After finding the line with "ring dip: (531, 524)" in the data below, set down exactly each line through the one with "pinky dip: (662, 379)", inclusive, and stop there.

***** RECORDS FOR THIS EXERCISE

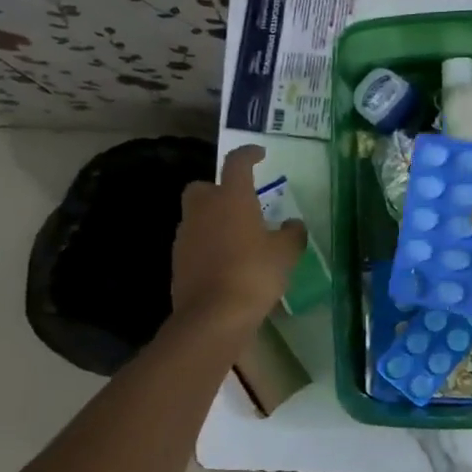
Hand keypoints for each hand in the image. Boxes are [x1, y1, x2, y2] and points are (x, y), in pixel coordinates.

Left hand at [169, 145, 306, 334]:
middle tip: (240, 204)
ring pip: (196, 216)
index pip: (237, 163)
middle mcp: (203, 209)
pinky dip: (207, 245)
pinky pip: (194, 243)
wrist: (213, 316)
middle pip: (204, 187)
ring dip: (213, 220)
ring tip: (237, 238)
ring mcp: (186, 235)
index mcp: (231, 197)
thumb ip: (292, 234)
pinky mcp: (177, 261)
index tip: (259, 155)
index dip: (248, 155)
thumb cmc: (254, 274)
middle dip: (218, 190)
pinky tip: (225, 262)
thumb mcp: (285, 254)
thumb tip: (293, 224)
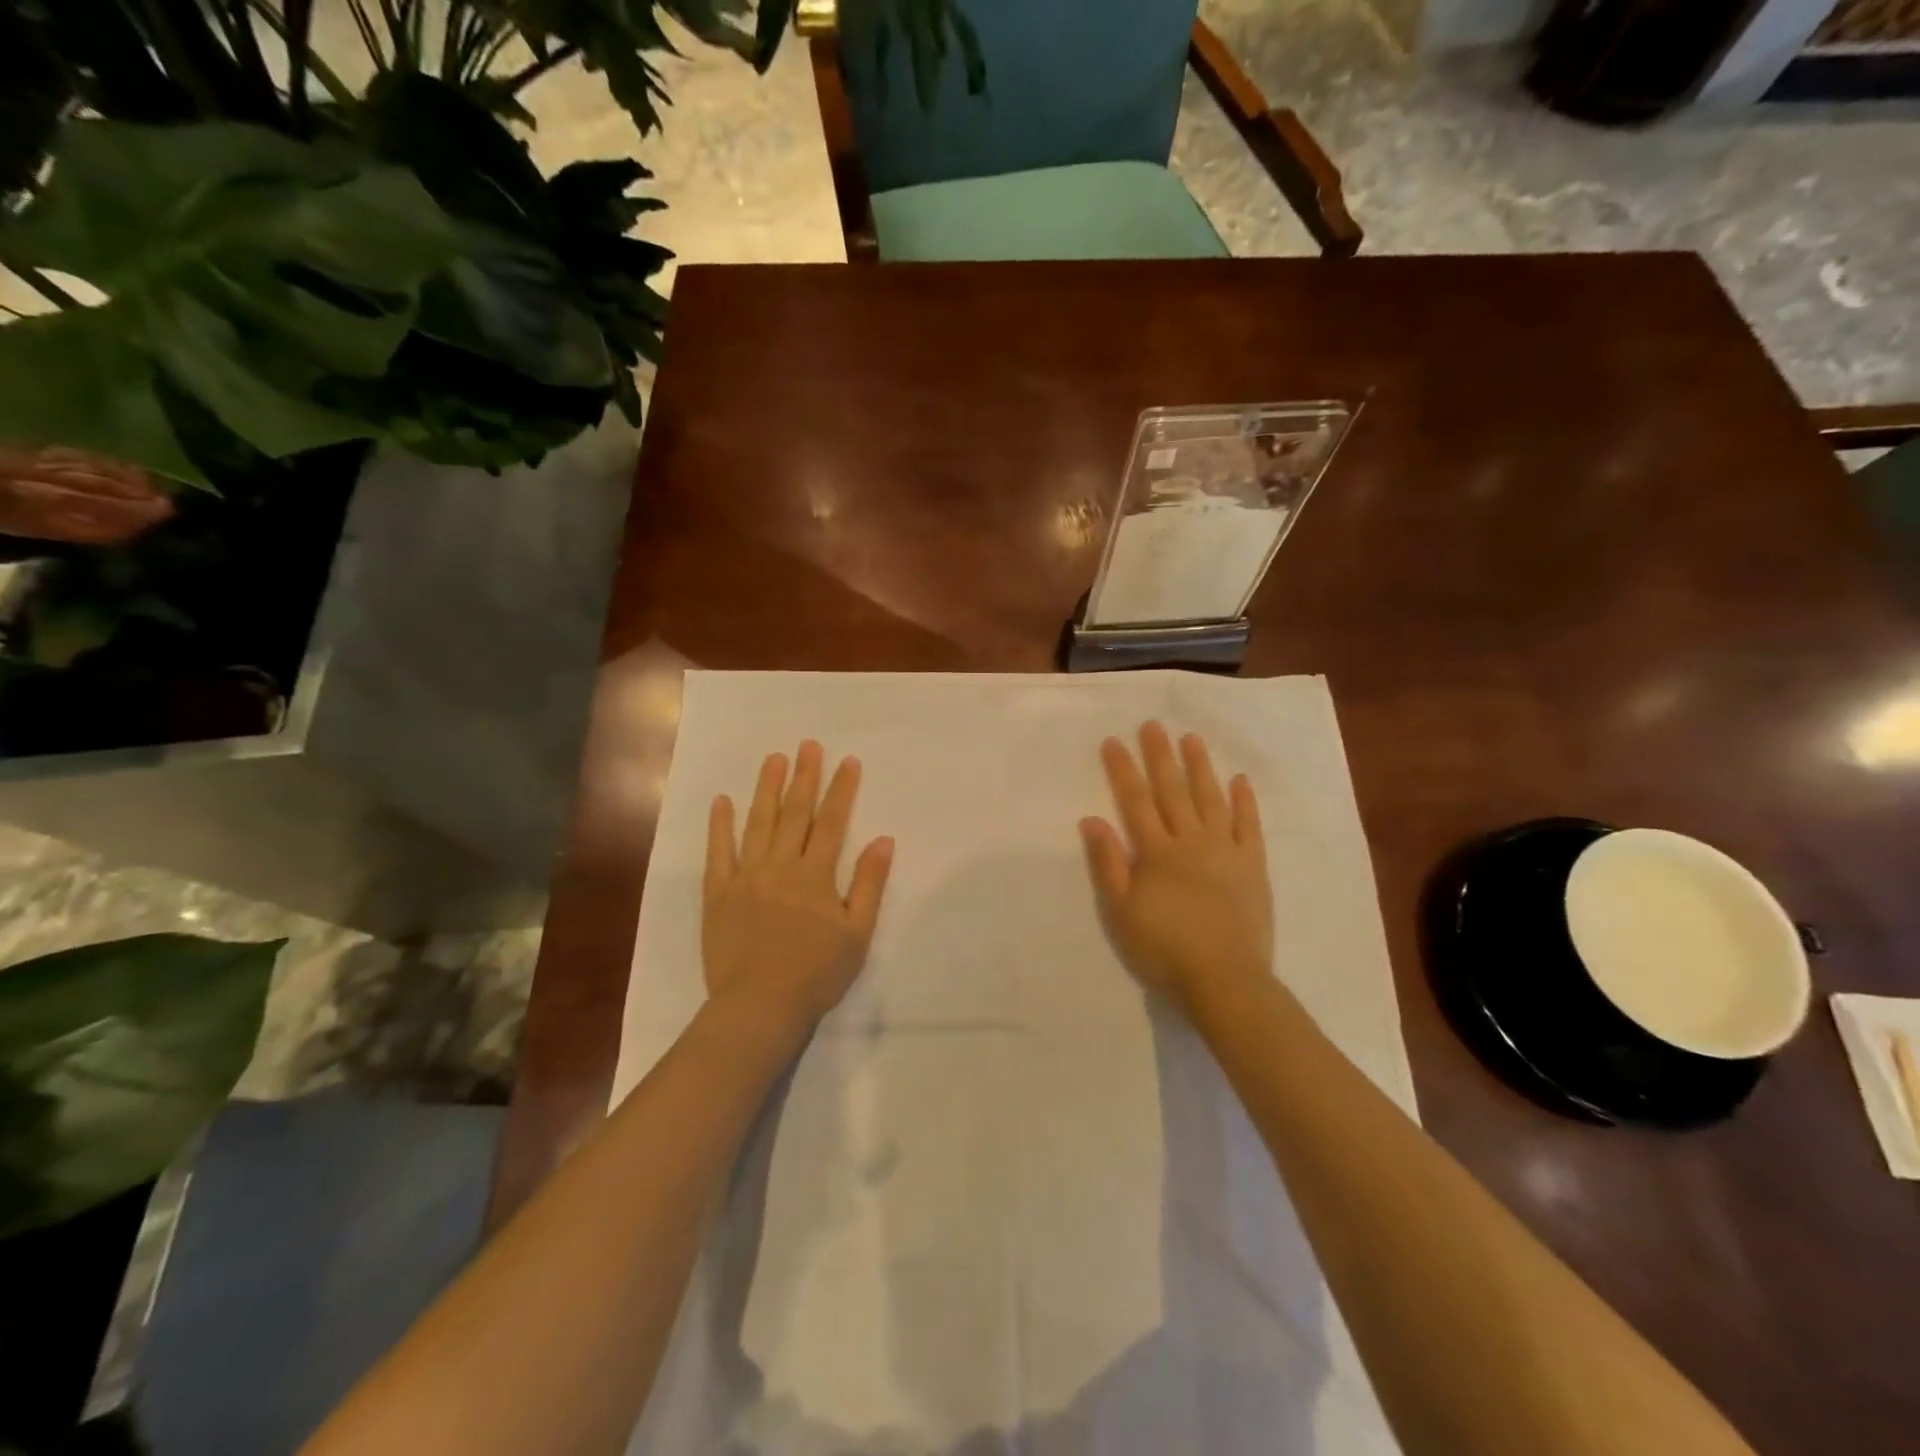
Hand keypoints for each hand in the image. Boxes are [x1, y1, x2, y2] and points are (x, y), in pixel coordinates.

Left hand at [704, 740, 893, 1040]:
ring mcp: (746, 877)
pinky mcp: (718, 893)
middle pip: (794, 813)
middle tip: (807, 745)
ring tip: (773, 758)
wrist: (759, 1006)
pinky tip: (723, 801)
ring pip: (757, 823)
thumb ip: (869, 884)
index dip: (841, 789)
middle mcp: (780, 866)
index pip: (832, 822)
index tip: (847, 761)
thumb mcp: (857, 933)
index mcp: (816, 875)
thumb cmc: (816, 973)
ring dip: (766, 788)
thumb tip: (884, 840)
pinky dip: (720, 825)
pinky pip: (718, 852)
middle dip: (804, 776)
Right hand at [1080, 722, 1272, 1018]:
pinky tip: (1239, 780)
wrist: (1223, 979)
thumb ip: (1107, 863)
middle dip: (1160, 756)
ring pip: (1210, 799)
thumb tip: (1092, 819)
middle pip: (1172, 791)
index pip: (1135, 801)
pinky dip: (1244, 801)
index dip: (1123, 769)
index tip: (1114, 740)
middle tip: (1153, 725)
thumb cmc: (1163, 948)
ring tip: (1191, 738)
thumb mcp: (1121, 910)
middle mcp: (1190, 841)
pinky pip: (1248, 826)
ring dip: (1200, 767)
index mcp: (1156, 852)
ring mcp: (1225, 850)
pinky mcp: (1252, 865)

**********
***** RECORDS FOR THIS EXERCISE

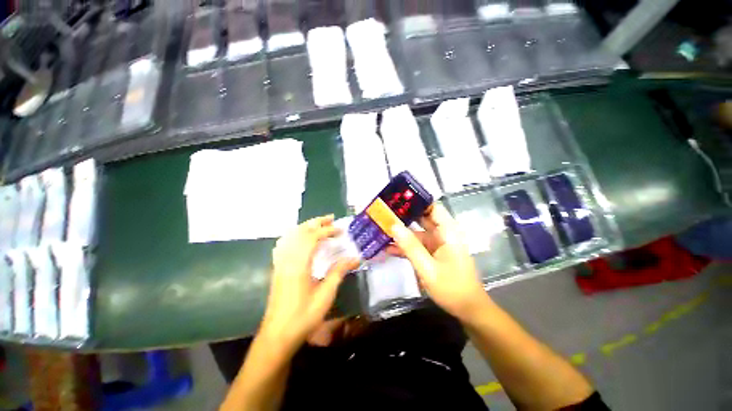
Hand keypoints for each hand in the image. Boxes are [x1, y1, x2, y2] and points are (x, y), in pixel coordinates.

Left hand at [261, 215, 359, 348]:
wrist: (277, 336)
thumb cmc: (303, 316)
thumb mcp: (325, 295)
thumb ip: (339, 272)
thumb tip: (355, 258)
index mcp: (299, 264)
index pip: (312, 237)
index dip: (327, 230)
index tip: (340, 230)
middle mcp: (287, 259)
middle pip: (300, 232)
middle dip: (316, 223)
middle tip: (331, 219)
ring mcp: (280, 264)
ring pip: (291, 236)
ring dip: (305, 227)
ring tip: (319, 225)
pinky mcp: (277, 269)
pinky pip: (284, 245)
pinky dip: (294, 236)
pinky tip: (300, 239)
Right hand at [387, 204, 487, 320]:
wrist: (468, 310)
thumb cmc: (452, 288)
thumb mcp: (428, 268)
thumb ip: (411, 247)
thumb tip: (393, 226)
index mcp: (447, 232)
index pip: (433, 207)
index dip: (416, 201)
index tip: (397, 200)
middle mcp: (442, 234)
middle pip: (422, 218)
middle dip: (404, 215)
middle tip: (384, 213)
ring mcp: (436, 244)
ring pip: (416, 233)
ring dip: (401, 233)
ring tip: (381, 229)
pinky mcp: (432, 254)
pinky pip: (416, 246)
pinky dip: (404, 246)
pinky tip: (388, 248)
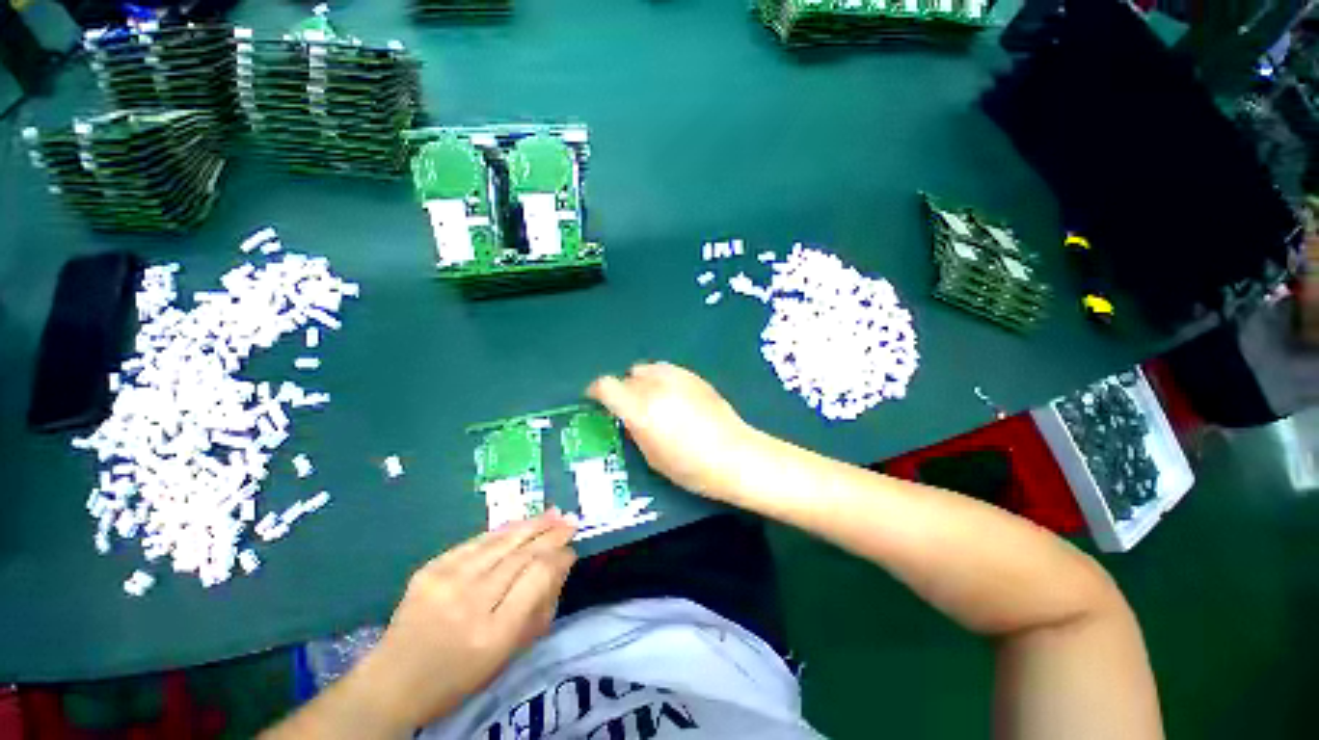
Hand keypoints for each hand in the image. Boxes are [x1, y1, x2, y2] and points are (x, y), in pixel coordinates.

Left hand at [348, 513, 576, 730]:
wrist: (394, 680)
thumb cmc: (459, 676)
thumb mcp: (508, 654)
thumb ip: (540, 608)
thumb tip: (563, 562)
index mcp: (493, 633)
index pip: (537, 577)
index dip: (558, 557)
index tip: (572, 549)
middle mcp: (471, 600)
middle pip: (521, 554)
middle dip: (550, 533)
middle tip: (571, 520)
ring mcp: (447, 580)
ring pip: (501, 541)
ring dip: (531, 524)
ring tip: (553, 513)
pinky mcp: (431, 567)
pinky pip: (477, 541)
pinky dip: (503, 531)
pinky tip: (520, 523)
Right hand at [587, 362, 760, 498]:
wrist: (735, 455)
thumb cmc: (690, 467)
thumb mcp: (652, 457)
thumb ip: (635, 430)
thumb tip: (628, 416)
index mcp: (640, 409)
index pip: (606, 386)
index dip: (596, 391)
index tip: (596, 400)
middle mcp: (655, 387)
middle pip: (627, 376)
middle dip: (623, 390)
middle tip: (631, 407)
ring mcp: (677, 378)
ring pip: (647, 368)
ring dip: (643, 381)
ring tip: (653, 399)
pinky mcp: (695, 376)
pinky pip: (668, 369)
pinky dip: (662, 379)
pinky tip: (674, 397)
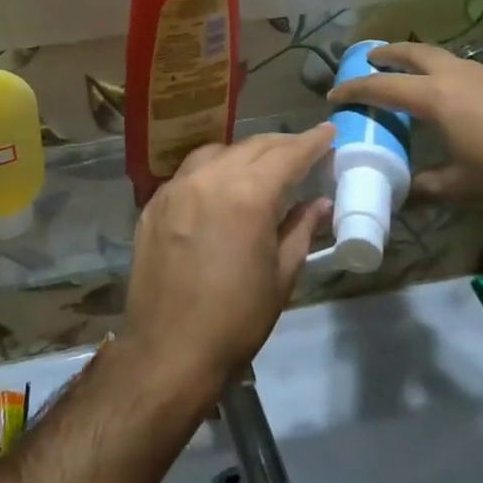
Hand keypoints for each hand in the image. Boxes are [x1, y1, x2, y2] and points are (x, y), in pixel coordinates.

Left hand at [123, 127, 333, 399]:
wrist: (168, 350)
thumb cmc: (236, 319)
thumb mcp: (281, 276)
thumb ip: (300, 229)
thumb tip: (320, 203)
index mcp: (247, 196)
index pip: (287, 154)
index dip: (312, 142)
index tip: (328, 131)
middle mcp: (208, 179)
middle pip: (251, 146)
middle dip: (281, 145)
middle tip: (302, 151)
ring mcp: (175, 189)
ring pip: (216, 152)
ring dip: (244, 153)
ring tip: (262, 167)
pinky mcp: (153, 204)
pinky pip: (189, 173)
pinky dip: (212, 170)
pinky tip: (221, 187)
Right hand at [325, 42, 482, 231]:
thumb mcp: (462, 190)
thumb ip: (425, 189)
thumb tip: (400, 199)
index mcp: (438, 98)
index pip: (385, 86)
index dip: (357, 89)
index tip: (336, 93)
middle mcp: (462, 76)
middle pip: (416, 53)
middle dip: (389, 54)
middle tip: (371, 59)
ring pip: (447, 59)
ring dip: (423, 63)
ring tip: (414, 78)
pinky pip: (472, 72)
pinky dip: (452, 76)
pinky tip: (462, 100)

**********

◆ **ANSWER BOX**:
ring dip: (531, 524)
ring tip: (553, 513)
pinky mcp: (431, 567)
pinky pip: (477, 541)
pinky dip: (503, 531)
pinky tip: (520, 523)
Right hand at [587, 362, 760, 498]:
wrist: (735, 455)
thumb cmc: (690, 467)
thumb mcp: (652, 457)
thumb ip: (635, 430)
thumb tip: (628, 416)
index mcp: (640, 409)
index pip: (606, 386)
index dip: (596, 391)
index tip: (596, 400)
middle mcp: (655, 387)
middle pip: (627, 376)
middle dip: (623, 390)
middle tip: (631, 407)
ring mcp: (677, 378)
ring pip: (647, 368)
ring dip: (643, 381)
ring tip: (653, 399)
pinky mcp: (695, 376)
pinky pip: (668, 369)
pinky dip: (662, 379)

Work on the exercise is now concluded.